After technicians Tuesday removed and replaced a faulty valve on launch pad equipment at Vandenberg Air Fore Base, NASA officials confirmed the Delta 2 rocket's next launch attempt will come Wednesday morning.
Liftoff of the United Launch Alliance booster is planned for 2:56 a.m. Wednesday from Space Launch Complex-2.
The first launch attempt was aborted with 45 seconds left in the countdown, after a team member called “hold."
The trouble involved a Space Launch Complex-2 water deluge system that suppresses the sound of the rocket’s departure and protects the facility from the heat at liftoff.
Mission managers instructed the crew to prepare for another attempt as soon as early Wednesday morning.

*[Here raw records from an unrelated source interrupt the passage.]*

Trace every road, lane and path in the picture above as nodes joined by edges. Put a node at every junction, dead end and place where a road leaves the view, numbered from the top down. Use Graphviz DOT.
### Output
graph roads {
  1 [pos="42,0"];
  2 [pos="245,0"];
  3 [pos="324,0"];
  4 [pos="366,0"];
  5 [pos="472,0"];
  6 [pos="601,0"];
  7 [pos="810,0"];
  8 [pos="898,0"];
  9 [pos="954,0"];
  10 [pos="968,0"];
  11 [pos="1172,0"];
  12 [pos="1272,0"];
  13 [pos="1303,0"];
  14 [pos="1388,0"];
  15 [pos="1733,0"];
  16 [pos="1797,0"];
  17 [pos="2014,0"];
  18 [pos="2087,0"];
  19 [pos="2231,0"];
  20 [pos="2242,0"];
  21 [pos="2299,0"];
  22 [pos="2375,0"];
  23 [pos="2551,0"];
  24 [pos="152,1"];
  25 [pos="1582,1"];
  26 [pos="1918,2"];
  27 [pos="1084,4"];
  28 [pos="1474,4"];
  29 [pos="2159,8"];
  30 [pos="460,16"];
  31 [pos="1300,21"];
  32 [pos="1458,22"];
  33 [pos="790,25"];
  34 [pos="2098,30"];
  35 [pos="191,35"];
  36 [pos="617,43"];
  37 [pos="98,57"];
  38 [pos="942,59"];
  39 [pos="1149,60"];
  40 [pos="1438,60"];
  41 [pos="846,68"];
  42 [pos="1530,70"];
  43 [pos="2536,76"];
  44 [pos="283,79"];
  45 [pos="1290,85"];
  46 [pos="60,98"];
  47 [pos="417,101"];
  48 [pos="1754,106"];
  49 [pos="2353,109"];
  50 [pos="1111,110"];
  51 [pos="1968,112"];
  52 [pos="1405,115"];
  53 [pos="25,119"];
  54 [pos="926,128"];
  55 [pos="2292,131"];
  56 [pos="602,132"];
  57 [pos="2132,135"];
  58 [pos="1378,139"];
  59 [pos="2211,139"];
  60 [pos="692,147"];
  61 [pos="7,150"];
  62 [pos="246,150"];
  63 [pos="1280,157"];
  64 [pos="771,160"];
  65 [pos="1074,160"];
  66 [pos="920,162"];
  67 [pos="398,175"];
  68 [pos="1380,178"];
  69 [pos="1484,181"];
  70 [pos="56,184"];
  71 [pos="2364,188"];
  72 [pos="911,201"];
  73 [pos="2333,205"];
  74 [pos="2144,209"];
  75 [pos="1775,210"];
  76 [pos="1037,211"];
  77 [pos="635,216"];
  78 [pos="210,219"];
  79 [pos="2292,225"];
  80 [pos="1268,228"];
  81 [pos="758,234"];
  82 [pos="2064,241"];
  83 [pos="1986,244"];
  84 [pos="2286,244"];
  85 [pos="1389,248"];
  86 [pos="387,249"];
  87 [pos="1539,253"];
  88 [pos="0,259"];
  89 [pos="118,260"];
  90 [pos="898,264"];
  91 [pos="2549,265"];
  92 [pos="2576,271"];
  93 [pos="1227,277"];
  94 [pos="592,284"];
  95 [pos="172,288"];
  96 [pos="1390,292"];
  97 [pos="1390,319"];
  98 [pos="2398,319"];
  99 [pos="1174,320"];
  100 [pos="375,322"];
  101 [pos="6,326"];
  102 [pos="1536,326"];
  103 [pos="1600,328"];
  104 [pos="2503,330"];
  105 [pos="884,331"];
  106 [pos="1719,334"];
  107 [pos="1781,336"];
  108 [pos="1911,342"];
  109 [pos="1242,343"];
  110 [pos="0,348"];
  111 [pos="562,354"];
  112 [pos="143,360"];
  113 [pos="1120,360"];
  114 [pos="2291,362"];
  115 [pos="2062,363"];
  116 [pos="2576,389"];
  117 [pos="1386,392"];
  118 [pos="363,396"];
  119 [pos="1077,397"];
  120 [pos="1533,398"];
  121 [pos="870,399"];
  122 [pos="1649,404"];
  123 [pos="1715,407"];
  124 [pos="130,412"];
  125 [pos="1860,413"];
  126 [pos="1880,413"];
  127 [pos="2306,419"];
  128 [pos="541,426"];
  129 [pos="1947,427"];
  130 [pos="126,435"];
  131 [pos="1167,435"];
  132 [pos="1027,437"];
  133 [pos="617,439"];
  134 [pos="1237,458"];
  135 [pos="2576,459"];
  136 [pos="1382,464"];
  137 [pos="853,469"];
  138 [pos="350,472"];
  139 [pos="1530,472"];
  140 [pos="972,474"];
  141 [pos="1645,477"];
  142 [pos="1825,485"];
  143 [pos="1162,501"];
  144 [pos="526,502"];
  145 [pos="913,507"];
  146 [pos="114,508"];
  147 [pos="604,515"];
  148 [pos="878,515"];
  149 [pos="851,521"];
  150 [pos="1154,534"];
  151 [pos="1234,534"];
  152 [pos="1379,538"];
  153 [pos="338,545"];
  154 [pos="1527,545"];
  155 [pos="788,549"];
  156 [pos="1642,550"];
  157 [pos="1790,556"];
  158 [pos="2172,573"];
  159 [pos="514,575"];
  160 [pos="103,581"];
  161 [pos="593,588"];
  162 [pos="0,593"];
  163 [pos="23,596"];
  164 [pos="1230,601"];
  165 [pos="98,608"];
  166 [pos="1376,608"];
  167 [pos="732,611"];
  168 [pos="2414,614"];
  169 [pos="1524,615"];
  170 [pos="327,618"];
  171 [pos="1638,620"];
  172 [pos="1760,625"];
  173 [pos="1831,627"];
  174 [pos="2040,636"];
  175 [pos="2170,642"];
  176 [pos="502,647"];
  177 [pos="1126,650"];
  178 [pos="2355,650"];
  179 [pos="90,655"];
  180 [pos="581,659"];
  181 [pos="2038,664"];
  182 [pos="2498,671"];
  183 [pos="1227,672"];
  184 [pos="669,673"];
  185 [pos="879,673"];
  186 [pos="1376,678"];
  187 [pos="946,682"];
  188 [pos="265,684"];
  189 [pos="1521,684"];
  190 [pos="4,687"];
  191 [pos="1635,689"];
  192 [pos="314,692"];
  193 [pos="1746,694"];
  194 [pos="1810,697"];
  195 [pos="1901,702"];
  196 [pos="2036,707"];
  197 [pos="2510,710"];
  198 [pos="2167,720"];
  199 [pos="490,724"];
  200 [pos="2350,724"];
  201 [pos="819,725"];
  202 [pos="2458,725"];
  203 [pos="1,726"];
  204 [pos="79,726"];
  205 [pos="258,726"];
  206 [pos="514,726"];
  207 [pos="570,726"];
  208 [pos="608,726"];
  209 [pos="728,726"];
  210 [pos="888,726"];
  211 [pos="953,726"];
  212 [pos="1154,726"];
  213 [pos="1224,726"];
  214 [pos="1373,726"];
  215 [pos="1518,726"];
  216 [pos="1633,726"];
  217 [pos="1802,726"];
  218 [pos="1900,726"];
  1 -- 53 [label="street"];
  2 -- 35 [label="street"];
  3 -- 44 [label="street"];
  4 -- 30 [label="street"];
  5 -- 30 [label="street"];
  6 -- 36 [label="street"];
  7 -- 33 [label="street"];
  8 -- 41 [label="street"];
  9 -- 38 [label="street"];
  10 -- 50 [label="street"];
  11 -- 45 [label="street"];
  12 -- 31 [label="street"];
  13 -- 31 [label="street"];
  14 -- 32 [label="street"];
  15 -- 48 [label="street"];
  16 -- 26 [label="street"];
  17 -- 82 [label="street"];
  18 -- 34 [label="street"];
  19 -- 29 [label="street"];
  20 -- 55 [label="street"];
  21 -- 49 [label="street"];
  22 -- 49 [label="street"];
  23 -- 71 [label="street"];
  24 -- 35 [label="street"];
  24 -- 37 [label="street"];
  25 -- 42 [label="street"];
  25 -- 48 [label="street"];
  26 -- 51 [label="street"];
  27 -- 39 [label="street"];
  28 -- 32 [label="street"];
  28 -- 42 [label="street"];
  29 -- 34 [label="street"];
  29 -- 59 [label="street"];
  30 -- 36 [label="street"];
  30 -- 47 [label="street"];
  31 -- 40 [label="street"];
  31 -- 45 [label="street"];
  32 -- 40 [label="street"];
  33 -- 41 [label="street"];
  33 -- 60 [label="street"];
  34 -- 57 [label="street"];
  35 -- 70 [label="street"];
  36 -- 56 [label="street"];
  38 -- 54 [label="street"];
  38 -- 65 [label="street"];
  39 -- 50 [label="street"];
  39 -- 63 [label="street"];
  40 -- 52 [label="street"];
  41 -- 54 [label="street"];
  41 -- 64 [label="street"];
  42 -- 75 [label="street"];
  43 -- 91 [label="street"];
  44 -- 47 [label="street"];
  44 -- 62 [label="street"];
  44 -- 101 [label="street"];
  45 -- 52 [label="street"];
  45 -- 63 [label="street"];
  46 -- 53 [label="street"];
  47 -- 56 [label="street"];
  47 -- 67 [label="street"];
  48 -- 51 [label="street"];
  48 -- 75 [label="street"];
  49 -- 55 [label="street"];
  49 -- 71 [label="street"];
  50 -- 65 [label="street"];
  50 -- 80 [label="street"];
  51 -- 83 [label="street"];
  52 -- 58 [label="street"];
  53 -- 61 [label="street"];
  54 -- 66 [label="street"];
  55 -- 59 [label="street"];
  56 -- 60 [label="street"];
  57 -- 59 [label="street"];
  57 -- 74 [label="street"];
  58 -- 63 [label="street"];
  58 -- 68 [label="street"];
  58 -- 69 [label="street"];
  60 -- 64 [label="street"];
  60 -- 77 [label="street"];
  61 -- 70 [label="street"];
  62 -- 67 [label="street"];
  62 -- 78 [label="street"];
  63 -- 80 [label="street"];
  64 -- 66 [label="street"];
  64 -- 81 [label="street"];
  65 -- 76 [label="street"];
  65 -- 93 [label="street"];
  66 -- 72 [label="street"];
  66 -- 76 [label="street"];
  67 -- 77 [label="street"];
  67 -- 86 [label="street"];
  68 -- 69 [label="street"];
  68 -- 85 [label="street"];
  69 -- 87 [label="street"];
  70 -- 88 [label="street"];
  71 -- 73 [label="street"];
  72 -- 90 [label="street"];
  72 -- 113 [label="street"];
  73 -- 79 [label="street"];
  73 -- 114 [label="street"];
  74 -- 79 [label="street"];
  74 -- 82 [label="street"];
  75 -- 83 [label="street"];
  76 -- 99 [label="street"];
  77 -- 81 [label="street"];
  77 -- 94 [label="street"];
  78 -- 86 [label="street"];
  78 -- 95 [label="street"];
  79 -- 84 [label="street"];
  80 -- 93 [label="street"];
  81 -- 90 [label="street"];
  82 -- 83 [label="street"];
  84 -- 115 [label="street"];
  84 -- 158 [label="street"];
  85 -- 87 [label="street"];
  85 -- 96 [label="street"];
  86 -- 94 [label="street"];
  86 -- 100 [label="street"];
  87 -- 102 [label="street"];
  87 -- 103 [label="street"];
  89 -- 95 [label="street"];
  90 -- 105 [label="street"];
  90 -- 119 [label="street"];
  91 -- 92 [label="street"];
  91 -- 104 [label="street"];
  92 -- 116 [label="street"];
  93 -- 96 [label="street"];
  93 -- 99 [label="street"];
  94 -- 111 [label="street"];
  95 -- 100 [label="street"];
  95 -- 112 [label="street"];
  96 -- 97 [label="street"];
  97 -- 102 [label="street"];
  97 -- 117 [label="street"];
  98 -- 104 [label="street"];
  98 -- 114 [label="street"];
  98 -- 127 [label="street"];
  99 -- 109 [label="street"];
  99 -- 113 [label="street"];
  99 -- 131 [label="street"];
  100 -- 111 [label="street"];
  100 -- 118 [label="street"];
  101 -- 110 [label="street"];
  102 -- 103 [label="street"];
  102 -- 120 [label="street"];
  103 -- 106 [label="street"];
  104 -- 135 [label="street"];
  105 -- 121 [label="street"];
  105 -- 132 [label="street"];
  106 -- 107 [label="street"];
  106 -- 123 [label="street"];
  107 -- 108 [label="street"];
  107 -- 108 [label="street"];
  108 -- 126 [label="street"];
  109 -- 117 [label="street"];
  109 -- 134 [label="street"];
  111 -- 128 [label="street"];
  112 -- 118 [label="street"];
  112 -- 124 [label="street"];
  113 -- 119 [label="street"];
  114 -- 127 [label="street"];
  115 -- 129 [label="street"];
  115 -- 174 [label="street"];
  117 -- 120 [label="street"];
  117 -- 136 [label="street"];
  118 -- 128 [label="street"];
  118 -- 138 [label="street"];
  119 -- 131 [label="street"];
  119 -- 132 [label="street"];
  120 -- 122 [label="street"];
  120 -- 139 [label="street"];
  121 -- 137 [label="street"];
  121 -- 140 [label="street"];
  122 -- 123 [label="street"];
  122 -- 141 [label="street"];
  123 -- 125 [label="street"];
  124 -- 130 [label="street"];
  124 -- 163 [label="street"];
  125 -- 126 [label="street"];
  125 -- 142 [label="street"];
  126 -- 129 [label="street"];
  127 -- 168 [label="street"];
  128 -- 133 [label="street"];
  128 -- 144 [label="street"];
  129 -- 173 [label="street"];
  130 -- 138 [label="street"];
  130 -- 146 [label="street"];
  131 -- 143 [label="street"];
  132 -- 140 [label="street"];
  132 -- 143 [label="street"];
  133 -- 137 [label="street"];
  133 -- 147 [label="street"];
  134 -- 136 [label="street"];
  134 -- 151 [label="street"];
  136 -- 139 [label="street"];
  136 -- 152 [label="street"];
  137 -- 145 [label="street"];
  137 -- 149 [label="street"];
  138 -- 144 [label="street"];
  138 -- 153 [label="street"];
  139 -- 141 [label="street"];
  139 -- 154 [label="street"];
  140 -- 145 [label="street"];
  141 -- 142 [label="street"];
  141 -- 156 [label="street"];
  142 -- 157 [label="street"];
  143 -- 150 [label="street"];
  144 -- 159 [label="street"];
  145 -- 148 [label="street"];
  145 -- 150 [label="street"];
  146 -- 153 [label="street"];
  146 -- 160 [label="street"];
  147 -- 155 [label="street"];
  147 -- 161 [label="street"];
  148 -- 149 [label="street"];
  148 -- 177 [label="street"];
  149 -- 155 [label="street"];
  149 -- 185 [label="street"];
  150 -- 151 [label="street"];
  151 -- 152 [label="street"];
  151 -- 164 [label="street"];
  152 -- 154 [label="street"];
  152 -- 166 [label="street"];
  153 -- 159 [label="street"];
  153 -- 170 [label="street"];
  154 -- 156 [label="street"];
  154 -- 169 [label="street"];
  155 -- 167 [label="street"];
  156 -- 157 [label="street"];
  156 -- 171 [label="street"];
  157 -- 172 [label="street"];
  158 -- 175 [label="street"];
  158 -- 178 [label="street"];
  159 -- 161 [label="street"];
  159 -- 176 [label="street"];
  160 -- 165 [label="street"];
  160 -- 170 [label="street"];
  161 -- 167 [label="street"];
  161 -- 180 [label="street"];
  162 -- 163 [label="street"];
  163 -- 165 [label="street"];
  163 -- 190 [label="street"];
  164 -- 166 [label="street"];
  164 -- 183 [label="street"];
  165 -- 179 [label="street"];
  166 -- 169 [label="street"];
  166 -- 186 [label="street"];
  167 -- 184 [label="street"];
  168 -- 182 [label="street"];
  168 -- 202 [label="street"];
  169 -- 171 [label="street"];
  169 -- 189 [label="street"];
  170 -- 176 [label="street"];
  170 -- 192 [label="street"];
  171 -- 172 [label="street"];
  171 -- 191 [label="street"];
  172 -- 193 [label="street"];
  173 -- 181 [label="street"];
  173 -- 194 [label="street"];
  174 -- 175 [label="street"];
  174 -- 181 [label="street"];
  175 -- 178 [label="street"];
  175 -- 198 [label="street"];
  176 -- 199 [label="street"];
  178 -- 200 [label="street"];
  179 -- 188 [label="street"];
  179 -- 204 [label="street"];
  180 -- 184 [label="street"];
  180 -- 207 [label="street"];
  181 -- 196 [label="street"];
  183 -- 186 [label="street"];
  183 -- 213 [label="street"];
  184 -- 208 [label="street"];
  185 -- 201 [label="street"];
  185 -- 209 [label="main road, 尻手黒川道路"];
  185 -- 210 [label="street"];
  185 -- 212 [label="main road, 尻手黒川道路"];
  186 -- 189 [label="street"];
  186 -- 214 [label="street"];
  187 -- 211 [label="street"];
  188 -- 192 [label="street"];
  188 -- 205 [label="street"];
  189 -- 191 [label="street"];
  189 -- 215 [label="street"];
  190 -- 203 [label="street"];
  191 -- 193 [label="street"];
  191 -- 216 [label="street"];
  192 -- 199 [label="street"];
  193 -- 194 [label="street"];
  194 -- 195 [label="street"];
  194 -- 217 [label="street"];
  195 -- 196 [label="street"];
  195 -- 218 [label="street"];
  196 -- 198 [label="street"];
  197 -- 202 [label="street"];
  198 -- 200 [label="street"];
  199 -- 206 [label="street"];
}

“But of course we don’t know if that’s what it will turn out to be,” NASA spokesman George Diller said early Tuesday.
After the liftoff was scrubbed, crews took steps to ensure the rocket and its cargo, NASA's Orbiting Carbon Observatory, remained safe.
Later Tuesday, Diller said crews had removed and replaced a valve that apparently caused the problem.
"A valve that is part of the pulse suppression water system, which had operated properly during tests shortly before the launch countdown, failed to function properly during the final minutes of the launch attempt. The failed valve has been replaced with a spare, and the system is being tested in preparation for Wednesday's launch attempt," NASA said in written statement released Tuesday afternoon.
The weather forecast remains favorable for a launch attempt Wednesday morning, but not so great for spectators hoping to catch a glimpse of the departure.
“It’s a bit of a disappointment for the launch team when you have a great countdown up to that point,” Tim Dunn, NASA launch manager, said shortly after the delay early Tuesday. “However, these are things we prepare for. We’re a professional team. We know how to handle this.”
The Delta 2 rocket will carry NASA’s Orbiting Carbon Observatory-2 into space for a $467.7 million mission to study the atmospheric carbon dioxide, a human-produced culprit of climate change.
It’s been nearly three years since the previous launch from SLC-2.